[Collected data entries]

********************

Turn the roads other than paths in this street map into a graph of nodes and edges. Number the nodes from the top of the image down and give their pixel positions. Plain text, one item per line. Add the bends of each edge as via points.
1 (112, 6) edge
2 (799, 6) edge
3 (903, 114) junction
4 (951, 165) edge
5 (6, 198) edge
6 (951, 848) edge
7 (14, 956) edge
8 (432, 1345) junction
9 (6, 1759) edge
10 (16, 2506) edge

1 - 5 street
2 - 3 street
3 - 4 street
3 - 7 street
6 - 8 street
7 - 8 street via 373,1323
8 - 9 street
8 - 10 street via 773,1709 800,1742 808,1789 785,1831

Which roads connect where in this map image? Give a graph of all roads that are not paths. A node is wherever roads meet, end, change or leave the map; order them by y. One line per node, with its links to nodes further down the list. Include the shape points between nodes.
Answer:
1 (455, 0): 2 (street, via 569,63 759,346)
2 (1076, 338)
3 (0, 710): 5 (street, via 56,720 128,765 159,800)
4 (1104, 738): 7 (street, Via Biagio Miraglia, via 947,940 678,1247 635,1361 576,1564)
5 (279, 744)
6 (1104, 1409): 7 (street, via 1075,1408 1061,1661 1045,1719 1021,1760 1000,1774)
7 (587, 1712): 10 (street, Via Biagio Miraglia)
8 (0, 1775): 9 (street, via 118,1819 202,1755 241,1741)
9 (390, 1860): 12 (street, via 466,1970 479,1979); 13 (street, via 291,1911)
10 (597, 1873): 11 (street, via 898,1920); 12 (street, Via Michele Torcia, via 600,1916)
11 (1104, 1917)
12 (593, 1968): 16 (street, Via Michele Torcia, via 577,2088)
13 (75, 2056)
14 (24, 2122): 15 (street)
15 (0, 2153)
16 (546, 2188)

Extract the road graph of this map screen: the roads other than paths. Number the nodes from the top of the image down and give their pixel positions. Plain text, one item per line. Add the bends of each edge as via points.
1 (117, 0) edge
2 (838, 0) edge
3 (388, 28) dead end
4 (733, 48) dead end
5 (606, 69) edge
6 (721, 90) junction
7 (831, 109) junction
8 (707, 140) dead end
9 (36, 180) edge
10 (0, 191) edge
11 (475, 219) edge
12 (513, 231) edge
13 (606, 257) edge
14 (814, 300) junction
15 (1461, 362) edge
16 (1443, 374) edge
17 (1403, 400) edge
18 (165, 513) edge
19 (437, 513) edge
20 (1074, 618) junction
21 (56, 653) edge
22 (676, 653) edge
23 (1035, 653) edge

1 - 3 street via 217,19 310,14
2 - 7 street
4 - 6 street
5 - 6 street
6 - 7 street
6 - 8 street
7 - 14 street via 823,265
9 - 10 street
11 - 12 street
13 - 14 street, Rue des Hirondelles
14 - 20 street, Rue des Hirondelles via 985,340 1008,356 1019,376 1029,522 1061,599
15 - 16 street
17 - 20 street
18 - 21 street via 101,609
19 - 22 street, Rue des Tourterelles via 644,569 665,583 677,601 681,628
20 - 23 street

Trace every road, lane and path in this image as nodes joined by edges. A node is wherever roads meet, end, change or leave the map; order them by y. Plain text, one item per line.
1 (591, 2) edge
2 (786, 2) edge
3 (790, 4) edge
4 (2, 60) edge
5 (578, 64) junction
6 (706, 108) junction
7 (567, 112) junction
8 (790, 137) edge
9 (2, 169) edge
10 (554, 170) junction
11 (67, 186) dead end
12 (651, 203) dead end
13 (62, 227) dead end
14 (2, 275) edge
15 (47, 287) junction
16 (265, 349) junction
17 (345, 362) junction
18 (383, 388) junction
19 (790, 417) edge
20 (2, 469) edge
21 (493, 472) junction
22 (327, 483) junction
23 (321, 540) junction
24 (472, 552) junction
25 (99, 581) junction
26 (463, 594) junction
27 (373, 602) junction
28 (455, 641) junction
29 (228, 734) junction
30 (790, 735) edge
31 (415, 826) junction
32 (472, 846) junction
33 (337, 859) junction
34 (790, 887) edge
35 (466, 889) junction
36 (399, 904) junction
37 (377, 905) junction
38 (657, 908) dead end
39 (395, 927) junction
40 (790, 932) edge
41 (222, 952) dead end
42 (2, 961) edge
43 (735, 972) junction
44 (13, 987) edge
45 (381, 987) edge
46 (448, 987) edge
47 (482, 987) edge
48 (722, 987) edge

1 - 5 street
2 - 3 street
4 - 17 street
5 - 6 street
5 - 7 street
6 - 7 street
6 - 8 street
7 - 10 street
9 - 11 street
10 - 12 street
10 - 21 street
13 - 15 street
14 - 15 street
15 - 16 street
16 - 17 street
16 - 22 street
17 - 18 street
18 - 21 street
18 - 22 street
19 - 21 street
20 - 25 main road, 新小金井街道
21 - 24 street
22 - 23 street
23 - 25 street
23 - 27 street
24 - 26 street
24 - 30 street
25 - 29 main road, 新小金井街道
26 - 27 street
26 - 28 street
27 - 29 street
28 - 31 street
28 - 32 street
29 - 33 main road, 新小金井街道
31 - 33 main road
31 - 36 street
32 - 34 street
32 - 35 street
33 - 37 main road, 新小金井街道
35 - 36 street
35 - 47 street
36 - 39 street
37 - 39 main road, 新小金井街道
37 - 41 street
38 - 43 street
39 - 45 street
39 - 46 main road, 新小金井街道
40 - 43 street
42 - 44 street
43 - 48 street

********************

▶ [Assignment]: Reproduce every record above exactly as it appears.

▶ [Answer box]:
Turn the roads other than paths in this street map into a graph of nodes and edges. Number the nodes from the top of the image down and give their pixel positions. Plain text, one item per line. Add the bends of each edge as via points.
1 (112, 6) edge
2 (799, 6) edge
3 (903, 114) junction
4 (951, 165) edge
5 (6, 198) edge
6 (951, 848) edge
7 (14, 956) edge
8 (432, 1345) junction
9 (6, 1759) edge
10 (16, 2506) edge

1 - 5 street
2 - 3 street
3 - 4 street
3 - 7 street
6 - 8 street
7 - 8 street via 373,1323
8 - 9 street
8 - 10 street via 773,1709 800,1742 808,1789 785,1831

Which roads connect where in this map image? Give a graph of all roads that are not paths. A node is wherever roads meet, end, change or leave the map; order them by y. One line per node, with its links to nodes further down the list. Include the shape points between nodes.
Answer:
1 (455, 0): 2 (street, via 569,63 759,346)
2 (1076, 338)
3 (0, 710): 5 (street, via 56,720 128,765 159,800)
4 (1104, 738): 7 (street, Via Biagio Miraglia, via 947,940 678,1247 635,1361 576,1564)
5 (279, 744)
6 (1104, 1409): 7 (street, via 1075,1408 1061,1661 1045,1719 1021,1760 1000,1774)
7 (587, 1712): 10 (street, Via Biagio Miraglia)
8 (0, 1775): 9 (street, via 118,1819 202,1755 241,1741)
9 (390, 1860): 12 (street, via 466,1970 479,1979); 13 (street, via 291,1911)
10 (597, 1873): 11 (street, via 898,1920); 12 (street, Via Michele Torcia, via 600,1916)
11 (1104, 1917)
12 (593, 1968): 16 (street, Via Michele Torcia, via 577,2088)
13 (75, 2056)
14 (24, 2122): 15 (street)
15 (0, 2153)
16 (546, 2188)

Extract the road graph of this map screen: the roads other than paths. Number the nodes from the top of the image down and give their pixel positions. Plain text, one item per line. Add the bends of each edge as via points.
1 (117, 0) edge
2 (838, 0) edge
3 (388, 28) dead end
4 (733, 48) dead end
5 (606, 69) edge
6 (721, 90) junction
7 (831, 109) junction
8 (707, 140) dead end
9 (36, 180) edge
10 (0, 191) edge
11 (475, 219) edge
12 (513, 231) edge
13 (606, 257) edge
14 (814, 300) junction
15 (1461, 362) edge
16 (1443, 374) edge
17 (1403, 400) edge
18 (165, 513) edge
19 (437, 513) edge
20 (1074, 618) junction
21 (56, 653) edge
22 (676, 653) edge
23 (1035, 653) edge

1 - 3 street via 217,19 310,14
2 - 7 street
4 - 6 street
5 - 6 street
6 - 7 street
6 - 8 street
7 - 14 street via 823,265
9 - 10 street
11 - 12 street
13 - 14 street, Rue des Hirondelles
14 - 20 street, Rue des Hirondelles via 985,340 1008,356 1019,376 1029,522 1061,599
15 - 16 street
17 - 20 street
18 - 21 street via 101,609
19 - 22 street, Rue des Tourterelles via 644,569 665,583 677,601 681,628
20 - 23 street

Trace every road, lane and path in this image as nodes joined by edges. A node is wherever roads meet, end, change or leave the map; order them by y. Plain text, one item per line.
1 (591, 2) edge
2 (786, 2) edge
3 (790, 4) edge
4 (2, 60) edge
5 (578, 64) junction
6 (706, 108) junction
7 (567, 112) junction
8 (790, 137) edge
9 (2, 169) edge
10 (554, 170) junction
11 (67, 186) dead end
12 (651, 203) dead end
13 (62, 227) dead end
14 (2, 275) edge
15 (47, 287) junction
16 (265, 349) junction
17 (345, 362) junction
18 (383, 388) junction
19 (790, 417) edge
20 (2, 469) edge
21 (493, 472) junction
22 (327, 483) junction
23 (321, 540) junction
24 (472, 552) junction
25 (99, 581) junction
26 (463, 594) junction
27 (373, 602) junction
28 (455, 641) junction
29 (228, 734) junction
30 (790, 735) edge
31 (415, 826) junction
32 (472, 846) junction
33 (337, 859) junction
34 (790, 887) edge
35 (466, 889) junction
36 (399, 904) junction
37 (377, 905) junction
38 (657, 908) dead end
39 (395, 927) junction
40 (790, 932) edge
41 (222, 952) dead end
42 (2, 961) edge
43 (735, 972) junction
44 (13, 987) edge
45 (381, 987) edge
46 (448, 987) edge
47 (482, 987) edge
48 (722, 987) edge

1 - 5 street
2 - 3 street
4 - 17 street
5 - 6 street
5 - 7 street
6 - 7 street
6 - 8 street
7 - 10 street
9 - 11 street
10 - 12 street
10 - 21 street
13 - 15 street
14 - 15 street
15 - 16 street
16 - 17 street
16 - 22 street
17 - 18 street
18 - 21 street
18 - 22 street
19 - 21 street
20 - 25 main road, 新小金井街道
21 - 24 street
22 - 23 street
23 - 25 street
23 - 27 street
24 - 26 street
24 - 30 street
25 - 29 main road, 新小金井街道
26 - 27 street
26 - 28 street
27 - 29 street
28 - 31 street
28 - 32 street
29 - 33 main road, 新小金井街道
31 - 33 main road
31 - 36 street
32 - 34 street
32 - 35 street
33 - 37 main road, 新小金井街道
35 - 36 street
35 - 47 street
36 - 39 street
37 - 39 main road, 新小金井街道
37 - 41 street
38 - 43 street
39 - 45 street
39 - 46 main road, 新小金井街道
40 - 43 street
42 - 44 street
43 - 48 street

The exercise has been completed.